One end of the elastic rope (141) is wound with a winding roll (150), the winding roll (150) is fixed at the top of the guide mechanism (110) through a bracket (151) with the end part in rotary connection, a clamping groove (152) is formed in one side of the winding roll (150), a bolt (153) is penetrated through the side wall of the bracket (151) in a sliding manner, one end of the bolt (153) is obliquely arranged, and meanwhile, the bolt can penetrate into the clamping groove (152);

the end coaxial coupling of take-up reel (150) has connecting axle (154), and the outer lane of connecting axle (154) is connected with ratchet (155), and the outer lane of ratchet (155) is provided with lantern ring (156), and the inner circle rotation of lantern ring (156) is provided with pawl (157), is provided with elastic piece (158) between one side of pawl (157) and the inner circle of lantern ring (156), and the laminating of the outer lane of lantern ring (156) has driving strip (159), and driving strip (159) are fixed to be set up in the bottom of mounting panel (103).

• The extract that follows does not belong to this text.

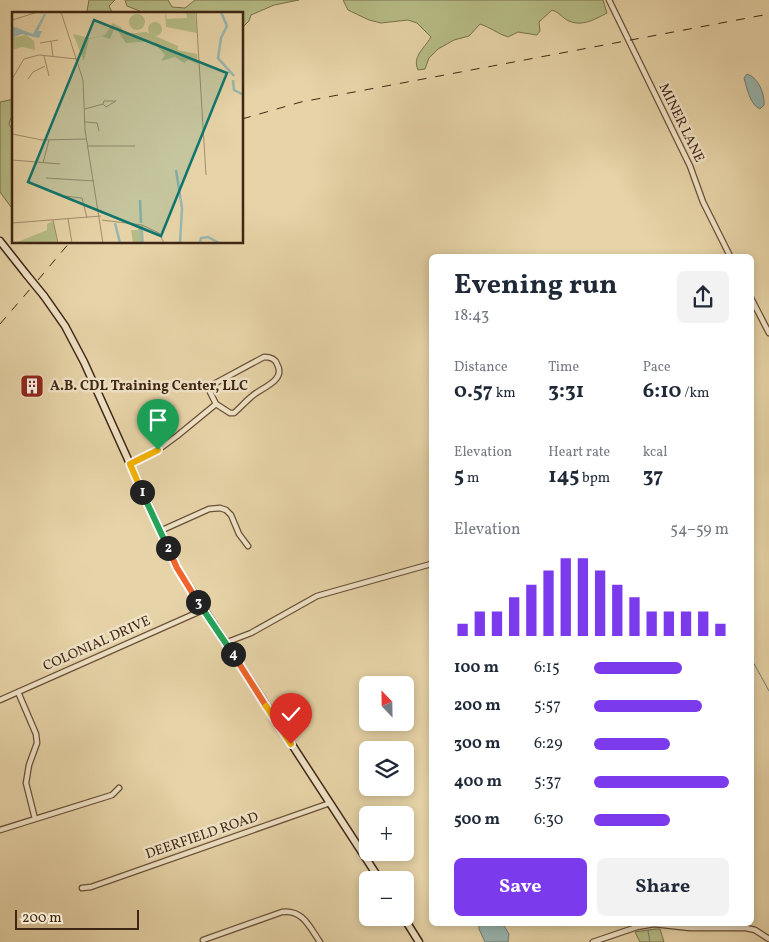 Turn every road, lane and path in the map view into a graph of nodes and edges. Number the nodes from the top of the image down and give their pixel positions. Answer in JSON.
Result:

2. A punching method for the aluminum alloy punching device based on sliding type punching depth adjustment according to claim 1, characterized in that: the method comprises the following steps:

S1, a movable end of an air cylinder (102) extends downwards to drive a cutter head (105) and a positioning rod (125) to move downwards;

S2, in the downward moving process, the positioning rod (125) is firstly inserted into the slot (124) to fix the bearing plate (121), and then the tool bit (105) is moved down to a workpiece at the top of the bearing plate (121) to drill the workpiece;

S3, after the hole is drilled for the first time, the other end of the elastic rope (141) pulls the bearing plate (121) to move in the track groove (130) through the straight rod (123), and when the bearing plate (121) moves to the bottom rail (132), the bottom rail (132) is in an inclined state, so that the bearing plate (121) is forced to overturn, and the hole on the surface of a workpiece faces downwards.